Sedation for intractable distress in the dying--a survey of experts

AUTHOR(S)
Chater, Susan; Viola, Raymond; Paterson, Judi; Jarvis, Virginia
PUB. DATE
July 1998
SOURCE
Palliative Medicine;1998, Vol. 12 Issue 4, p255
SOURCE TYPE
Academic Journal
DOC. TYPE
Article
ABSTRACT
`Terminal sedation? is a phrase that has appeared in the palliative care literature in the last few years. There has not been a clear definition proposed for this term, nor has there been any agreement on the frequency with which the technique is used. A postal survey of 61 selected palliative care experts (59 physicians, two nurses) was carried out to examine their response to a proposed definition for `terminal sedation,' to estimate the frequency of this practice and the reasons for its use, to identify the drugs and dosages used, to determine the outcome, and to explore the decision-making process. Opinions on physician-assisted suicide and voluntary euthanasia were also sought. Eighty-seven per cent of the experts responded from eight countries, although predominantly from Canada and the United Kingdom. Forty per cent agreed unequivocally with the proposed definition, while 4% disagreed completely. Eighty-nine per cent agreed that 'terminal sedation' is sometimes necessary and 77% reported using it in the last 12 months ? over half of these for up to four patients. Reasons for using this method included various physical and psychological symptoms. The most common drugs used were midazolam and methotrimeprazine.
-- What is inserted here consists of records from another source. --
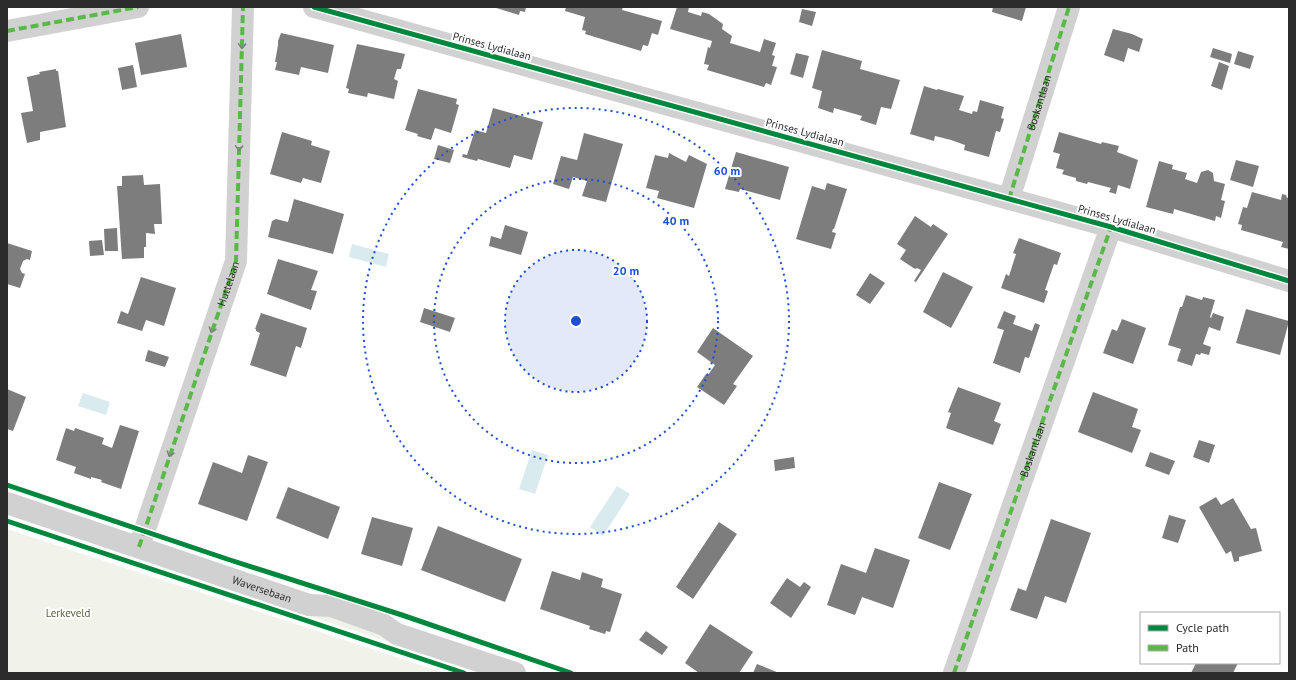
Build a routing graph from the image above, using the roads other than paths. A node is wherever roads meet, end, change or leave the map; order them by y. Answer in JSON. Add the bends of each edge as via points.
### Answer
{"nodes":[{"id":1,"x":138,"y":7,"type":"edge"},
{"id":2,"x":243,"y":7,"type":"edge"},
{"id":3,"x":314,"y":7,"type":"edge"},
{"id":4,"x":1069,"y":7,"type":"edge"},
{"id":5,"x":7,"y":31,"type":"edge"},
{"id":6,"x":1009,"y":199,"type":"junction"},
{"id":7,"x":1111,"y":227,"type":"junction"},
{"id":8,"x":1289,"y":280,"type":"edge"},
{"id":9,"x":7,"y":503,"type":"edge"},
{"id":10,"x":139,"y":547,"type":"junction"},
{"id":11,"x":516,"y":673,"type":"edge"},
{"id":12,"x":954,"y":673,"type":"edge"}],
"edges":[{"from":1,"to":5,"type":"street"},
{"from":2,"to":10,"type":"street","name":"Huttelaan","one_way":true,"via":[[236,261]]},
{"from":3,"to":6,"type":"street","name":"Prinses Lydialaan"},
{"from":4,"to":6,"type":"street","name":"Boskantlaan"},
{"from":6,"to":7,"type":"street","name":"Prinses Lydialaan"},
{"from":7,"to":8,"type":"street","name":"Prinses Lydialaan"},
{"from":7,"to":12,"type":"street","name":"Boskantlaan"},
{"from":9,"to":10,"type":"street","name":"Waversebaan"},
{"from":10,"to":11,"type":"street","name":"Waversebaan","via":[[309,605],[331,606],[384,625],[397,634]]}]}
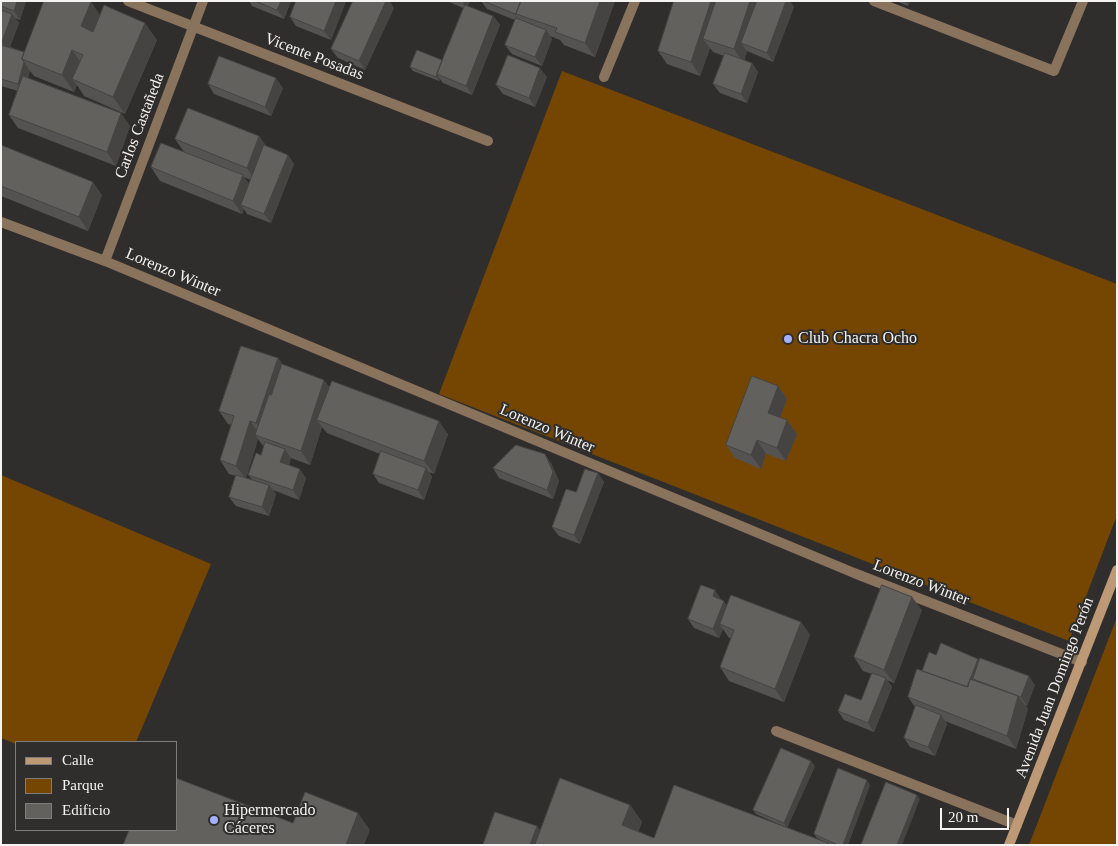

Decision making usually involved the patient or family, and varied with respect to the ease with which the decision was made. The use of sedation was perceived to be successful in 90 out of 100 patients recalled. Ninety per cent of respondents did not support legalization of euthanasia. In conclusion, sedating agents are used by palliative care experts as tools for the management of symptoms. The term 'terminal sedation' should be abandoned and replaced with the phrase 'sedation for intractable distress in the dying'. Further research into the management of intractable symptoms and suffering is warranted.